Re: ERROR: unsupported Unicode escape sequence - in JSON-type column

From: Tom Lane <tgl(at)sss(dot)pgh(dot)pa(dot)us>
To: Erik Wienhold <ewie(at)ewie(dot)name>
Cc: Laurenz Albe <laurenz(dot)albe(at)cybertec(dot)at>, Jan Bilek <jan(dot)bilek(at)eftlab(dot)com(dot)au>, "pgsql-general(at)postgresql(dot)org" <pgsql-general(at)postgresql(dot)org>
Subject: Re: ERROR: unsupported Unicode escape sequence - in JSON-type column
Date: 2023-02-27 16:12:19
Message-ID: 368156.1677514339@sss.pgh.pa.us
Views: Raw Message | Whole Thread | Download mbox | Resend email
Thread:
Lists: pgsql-general

Erik Wienhold <ewie(at)ewie(dot)name> writes:
>> On 27/02/2023 13:13 CET Laurenz Albe <laurenz(dot)albe(at)cybertec(dot)at> wrote:
>> I'd be curious to know how the customer managed to do that.
>> Perhaps there is a loophole in PostgreSQL that needs to be fixed.

> Another reason to prefer jsonb over json to reject such inputs right away.
> The documentation states that json does not validate inputs in constrast to
> jsonb.

It's not that it doesn't validate, it's that the validation rules are
different. Per the manual [1]:

RFC 7159 permits JSON strings to contain Unicode escape sequences
denoted by \uXXXX. In the input function for the json type, Unicode
escapes are allowed regardless of the database encoding, and are
checked only for syntactic correctness (that is, that four hex digits
follow \u). However, the input function for jsonb is stricter: it
disallows Unicode escapes for characters that cannot be represented in
the database encoding. The jsonb type also rejects \u0000 (because
that cannot be represented in PostgreSQL's text type), and it insists
that any use of Unicode surrogate pairs to designate characters
outside the Unicode Basic Multilingual Plane be correct.

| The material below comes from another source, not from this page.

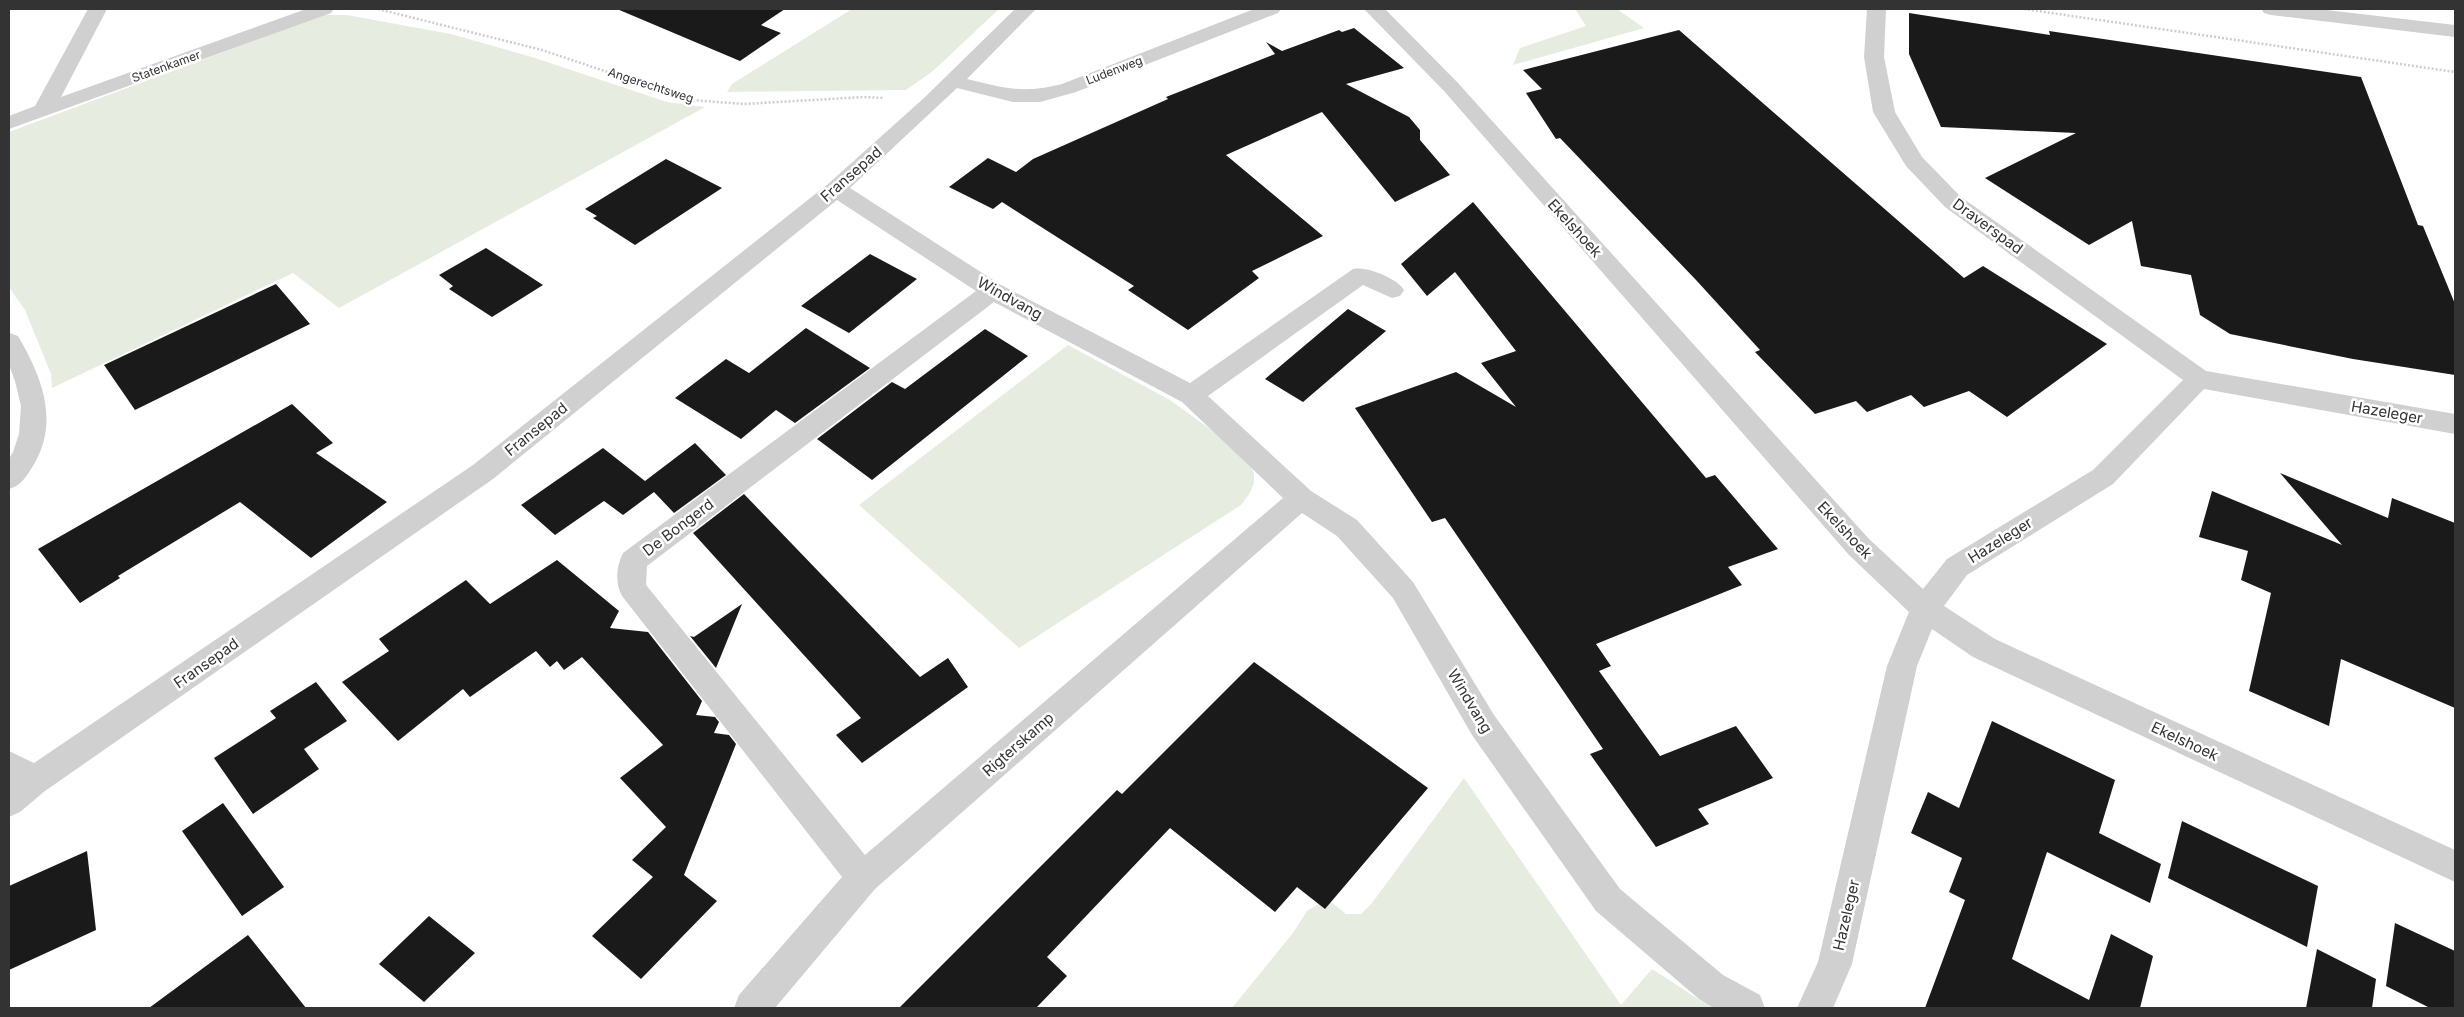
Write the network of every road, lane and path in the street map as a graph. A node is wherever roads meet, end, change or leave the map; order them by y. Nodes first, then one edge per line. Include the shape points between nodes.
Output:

You can certainly quibble with our decisions here, but I think they
are reasonably consistent. json is for data that you'd like a syntax
check on (else you might as well store it as "text"), but no more than
a syntax check, because you're going to do the actual JSON processing
elsewhere and you don't want Postgres opining on what semi-standard
JSON constructs mean. If you're actually going to process the data
inside the database, jsonb is a better choice. The extra restrictions
in jsonb are to ensure that a string value represented in JSON can be
extracted into a valid string of our text datatype.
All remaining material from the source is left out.